Il s’effaça ensuite pour la laisser passer. On aurait pu croire que c’était par politesse. En réalité, au moment de rentrer pour la première fois, depuis qu’il savait, dans cet asile où sainte Letgarde avait régné, son cœur défaillait.

Une seconde, il se demanda : « Pourquoi ai-je voulu revenir, quand il était si aisé de rester ailleurs ? » puis entraîné par un magnétisme mystérieux, il franchit le seuil et tout de suite, oubliant Mlle Peyrolles, chercha des yeux la Sainte.

Il eut peine à retenir un geste d’effroi. Continuant de sourire au-dessus des géraniums fleuris, la statue le regardait.

— … Pas là ! s’écria-t-il, voyant que Mlle Peyrolles allait s’asseoir au pied de celle-ci.

Et il la ramena vers la table, s’installa lui-même, le dos à la statue. Au moins de cette manière il n’apercevait plus le regard, mais il continuait de le sentir. On eût dit qu’un être vivant s’appuyait sur son épaule, et il en éprouvait un tel malaise qu’il en aurait crié.

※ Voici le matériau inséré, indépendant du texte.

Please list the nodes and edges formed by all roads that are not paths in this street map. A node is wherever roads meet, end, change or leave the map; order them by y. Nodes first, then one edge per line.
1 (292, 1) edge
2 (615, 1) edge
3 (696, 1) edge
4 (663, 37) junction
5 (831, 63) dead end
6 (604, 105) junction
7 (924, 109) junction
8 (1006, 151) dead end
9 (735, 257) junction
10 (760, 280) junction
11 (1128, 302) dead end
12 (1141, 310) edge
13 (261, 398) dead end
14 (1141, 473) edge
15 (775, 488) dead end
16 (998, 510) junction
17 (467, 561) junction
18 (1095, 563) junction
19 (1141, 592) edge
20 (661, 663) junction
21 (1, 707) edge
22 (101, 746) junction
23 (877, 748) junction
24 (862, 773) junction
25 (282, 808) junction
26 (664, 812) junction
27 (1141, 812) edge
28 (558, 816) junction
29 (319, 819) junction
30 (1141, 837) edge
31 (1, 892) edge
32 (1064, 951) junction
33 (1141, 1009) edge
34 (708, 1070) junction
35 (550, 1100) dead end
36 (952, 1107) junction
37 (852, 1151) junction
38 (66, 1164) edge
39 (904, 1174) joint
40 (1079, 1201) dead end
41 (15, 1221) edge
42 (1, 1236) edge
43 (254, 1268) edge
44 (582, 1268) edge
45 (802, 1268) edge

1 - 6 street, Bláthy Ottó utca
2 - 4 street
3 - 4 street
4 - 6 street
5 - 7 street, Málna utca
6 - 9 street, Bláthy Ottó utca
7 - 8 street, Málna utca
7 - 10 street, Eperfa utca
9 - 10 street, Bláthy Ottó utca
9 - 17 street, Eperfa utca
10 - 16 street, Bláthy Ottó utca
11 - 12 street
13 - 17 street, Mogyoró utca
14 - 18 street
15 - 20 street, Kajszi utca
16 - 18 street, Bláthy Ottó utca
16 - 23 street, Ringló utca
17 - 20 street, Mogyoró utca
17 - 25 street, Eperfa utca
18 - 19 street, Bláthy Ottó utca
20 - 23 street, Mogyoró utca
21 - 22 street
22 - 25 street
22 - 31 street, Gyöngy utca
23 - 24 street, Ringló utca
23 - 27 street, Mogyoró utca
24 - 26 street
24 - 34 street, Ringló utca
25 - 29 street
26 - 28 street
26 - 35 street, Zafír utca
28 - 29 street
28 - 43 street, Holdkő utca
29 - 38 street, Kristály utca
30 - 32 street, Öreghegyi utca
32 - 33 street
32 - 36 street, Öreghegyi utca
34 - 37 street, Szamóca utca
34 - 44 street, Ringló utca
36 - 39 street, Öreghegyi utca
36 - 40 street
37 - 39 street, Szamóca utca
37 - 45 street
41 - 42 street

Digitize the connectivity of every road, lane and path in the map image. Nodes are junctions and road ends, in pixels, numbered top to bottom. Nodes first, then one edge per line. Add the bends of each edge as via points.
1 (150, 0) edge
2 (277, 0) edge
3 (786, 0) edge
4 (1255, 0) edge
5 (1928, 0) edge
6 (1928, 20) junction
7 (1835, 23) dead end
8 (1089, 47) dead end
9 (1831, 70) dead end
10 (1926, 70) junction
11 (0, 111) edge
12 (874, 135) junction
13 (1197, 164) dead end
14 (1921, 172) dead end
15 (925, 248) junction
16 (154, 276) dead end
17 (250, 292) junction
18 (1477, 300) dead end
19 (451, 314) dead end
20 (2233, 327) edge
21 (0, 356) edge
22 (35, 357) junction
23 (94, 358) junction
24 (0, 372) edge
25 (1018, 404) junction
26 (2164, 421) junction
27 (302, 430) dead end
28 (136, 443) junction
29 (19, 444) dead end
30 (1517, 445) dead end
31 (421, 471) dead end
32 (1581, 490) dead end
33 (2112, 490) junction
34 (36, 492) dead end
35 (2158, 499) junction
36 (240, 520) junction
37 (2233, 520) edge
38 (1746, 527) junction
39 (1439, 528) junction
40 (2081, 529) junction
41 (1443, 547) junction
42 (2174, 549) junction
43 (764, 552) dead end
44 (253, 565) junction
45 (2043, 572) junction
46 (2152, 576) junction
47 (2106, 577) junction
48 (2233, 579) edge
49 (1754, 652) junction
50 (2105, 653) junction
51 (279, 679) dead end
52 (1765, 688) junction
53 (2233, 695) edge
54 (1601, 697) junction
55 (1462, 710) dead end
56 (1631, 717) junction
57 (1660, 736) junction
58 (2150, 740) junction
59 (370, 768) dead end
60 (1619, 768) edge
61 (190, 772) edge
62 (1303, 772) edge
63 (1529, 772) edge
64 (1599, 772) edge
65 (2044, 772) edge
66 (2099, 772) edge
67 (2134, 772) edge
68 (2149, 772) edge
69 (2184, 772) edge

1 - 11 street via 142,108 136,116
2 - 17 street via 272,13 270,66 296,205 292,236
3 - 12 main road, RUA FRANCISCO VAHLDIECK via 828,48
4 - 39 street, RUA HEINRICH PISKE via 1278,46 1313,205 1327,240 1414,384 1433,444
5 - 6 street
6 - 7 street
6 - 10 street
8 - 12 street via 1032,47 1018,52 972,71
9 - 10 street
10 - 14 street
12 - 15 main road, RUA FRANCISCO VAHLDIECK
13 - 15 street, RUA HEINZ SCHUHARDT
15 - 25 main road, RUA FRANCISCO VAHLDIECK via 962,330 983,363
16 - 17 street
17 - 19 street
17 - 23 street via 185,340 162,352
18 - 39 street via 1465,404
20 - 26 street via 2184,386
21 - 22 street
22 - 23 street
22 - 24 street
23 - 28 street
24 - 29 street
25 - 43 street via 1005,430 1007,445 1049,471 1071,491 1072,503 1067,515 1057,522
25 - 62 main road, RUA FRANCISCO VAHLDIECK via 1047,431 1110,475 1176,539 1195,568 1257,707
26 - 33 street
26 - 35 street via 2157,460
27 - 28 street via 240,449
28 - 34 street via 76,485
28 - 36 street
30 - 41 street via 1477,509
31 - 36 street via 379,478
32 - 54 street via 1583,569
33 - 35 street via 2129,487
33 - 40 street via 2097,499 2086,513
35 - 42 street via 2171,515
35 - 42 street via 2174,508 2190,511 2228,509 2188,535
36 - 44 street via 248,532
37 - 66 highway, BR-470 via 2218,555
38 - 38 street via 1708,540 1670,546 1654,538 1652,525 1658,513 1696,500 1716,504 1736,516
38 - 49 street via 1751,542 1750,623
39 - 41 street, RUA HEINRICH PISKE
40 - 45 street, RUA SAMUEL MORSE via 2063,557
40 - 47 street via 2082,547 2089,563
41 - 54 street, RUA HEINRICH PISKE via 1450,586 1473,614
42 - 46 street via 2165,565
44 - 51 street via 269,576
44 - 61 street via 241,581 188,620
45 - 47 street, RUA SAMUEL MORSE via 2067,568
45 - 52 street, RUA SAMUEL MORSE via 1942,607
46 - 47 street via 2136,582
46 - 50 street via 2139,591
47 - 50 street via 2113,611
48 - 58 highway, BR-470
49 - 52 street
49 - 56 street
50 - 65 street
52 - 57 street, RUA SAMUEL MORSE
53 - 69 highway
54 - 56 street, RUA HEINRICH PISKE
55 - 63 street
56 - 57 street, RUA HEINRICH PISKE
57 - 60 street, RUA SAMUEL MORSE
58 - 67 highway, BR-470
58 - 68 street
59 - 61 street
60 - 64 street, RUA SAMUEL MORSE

Mlle Peyrolles, cependant, au lieu de commencer, croisait ses mains sur sa robe noire et attendait. Tout à l’heure, elle avait obéi à une sorte d’instinct frénétique. En plein air, dans la grande lumière, elle n’avait pas hésité à traiter le prêtre comme un créancier, et volontiers l’aurait sommé de réviser l’arrêt porté sur Marc. Était-ce parce que les volets à demi fermés ne laissaient filtrer qu’un jour de sanctuaire, était-ce encore la présence du Christ au-dessus de la cheminée, ici elle n’osait plus et tremblait.

— Eh bien ? fit M. Taffin énervé par l’attente.